Bu tip savaşta açık askeri zor aslında ikinci planda kalıyor. Asil şiddet örtülüdür, ideolojiktir, kültüreldir, duygulardadır. Bu çözümlenmeden aslında bireyin kendini kurtarması bile mümkün değildir. Dolayısıyla bu tip özel savaşların ideolojik ve öncelikle politik olarak çözmek, yine bireylerde içselleştiği duygularda yakalamak büyük önem taşıyor. Eski dönemlerdeki şiddete pek benzemiyor. Çıplaktır ve açık uygulanır. Türk özel savaşımı bütün toplumla çeliştiğini çok iyi bildiği, dolayısıyla bu toplum tarafından mutlak aşılması gerektiğinin derin korkusu içinde olduğu için, ideolojik hegemonyayı sınırsız geliştiriyor.
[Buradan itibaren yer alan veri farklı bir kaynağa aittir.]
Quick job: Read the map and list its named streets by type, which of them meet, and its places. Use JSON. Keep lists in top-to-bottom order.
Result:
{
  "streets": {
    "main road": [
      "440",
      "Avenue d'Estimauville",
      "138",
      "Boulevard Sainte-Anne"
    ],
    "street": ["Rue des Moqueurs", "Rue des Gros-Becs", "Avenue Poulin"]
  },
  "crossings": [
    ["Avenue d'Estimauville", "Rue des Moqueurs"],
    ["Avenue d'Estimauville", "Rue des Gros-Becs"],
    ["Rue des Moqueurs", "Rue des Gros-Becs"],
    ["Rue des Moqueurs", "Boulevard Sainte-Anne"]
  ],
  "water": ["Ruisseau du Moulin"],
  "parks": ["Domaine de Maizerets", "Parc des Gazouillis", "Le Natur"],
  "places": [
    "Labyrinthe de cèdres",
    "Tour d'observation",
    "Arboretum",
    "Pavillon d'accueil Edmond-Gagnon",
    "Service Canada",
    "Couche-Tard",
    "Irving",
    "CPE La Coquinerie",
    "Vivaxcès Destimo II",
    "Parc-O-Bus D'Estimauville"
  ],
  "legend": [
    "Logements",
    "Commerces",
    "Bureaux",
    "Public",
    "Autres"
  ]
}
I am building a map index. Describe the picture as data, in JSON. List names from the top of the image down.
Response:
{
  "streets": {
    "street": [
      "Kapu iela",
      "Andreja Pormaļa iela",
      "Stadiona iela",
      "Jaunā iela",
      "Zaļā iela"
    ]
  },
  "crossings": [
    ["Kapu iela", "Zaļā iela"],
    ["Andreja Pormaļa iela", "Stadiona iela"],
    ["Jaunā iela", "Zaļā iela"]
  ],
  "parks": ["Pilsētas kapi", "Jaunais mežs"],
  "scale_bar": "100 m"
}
Aslında doğal olarak bu tip özel savaş rejimlerinin bir yıldan daha fazla uzun ömürlü olmaması gerekiyor. Hele savaş halindeyken ama hem tarihi, hem emperyalizm-Siyonizmle olan ilişkisi ve yine halk karşıtı durumu onu çok şiddetli bir korkuya ve böylece çok kapsamlı hiçbir toplumda ve dönemde görülmemiş yöntemleri geliştirmeye zorluyor. İşin karmaşıklığı burada ve bireyde esasta kurşunla değil de, din, spor, sanat tabii bunlar kurumdur, bunların daha da arkasında çok tehlikeli, ideoloji de diyemiyoruz, güdülerin ayaklandırılması ve hiç bir doğruya halklar adına hatta sınıflar adına sahip olunmaması, halkların elindeki, sınıfların elindeki doğruların egemenlerin bizzat kendi canlarına okuyanların doğruları olması çok geliştirilmiş ve özümsettirilmiştir. Böylesine dikkat çekici bir özelliği söz konusudur.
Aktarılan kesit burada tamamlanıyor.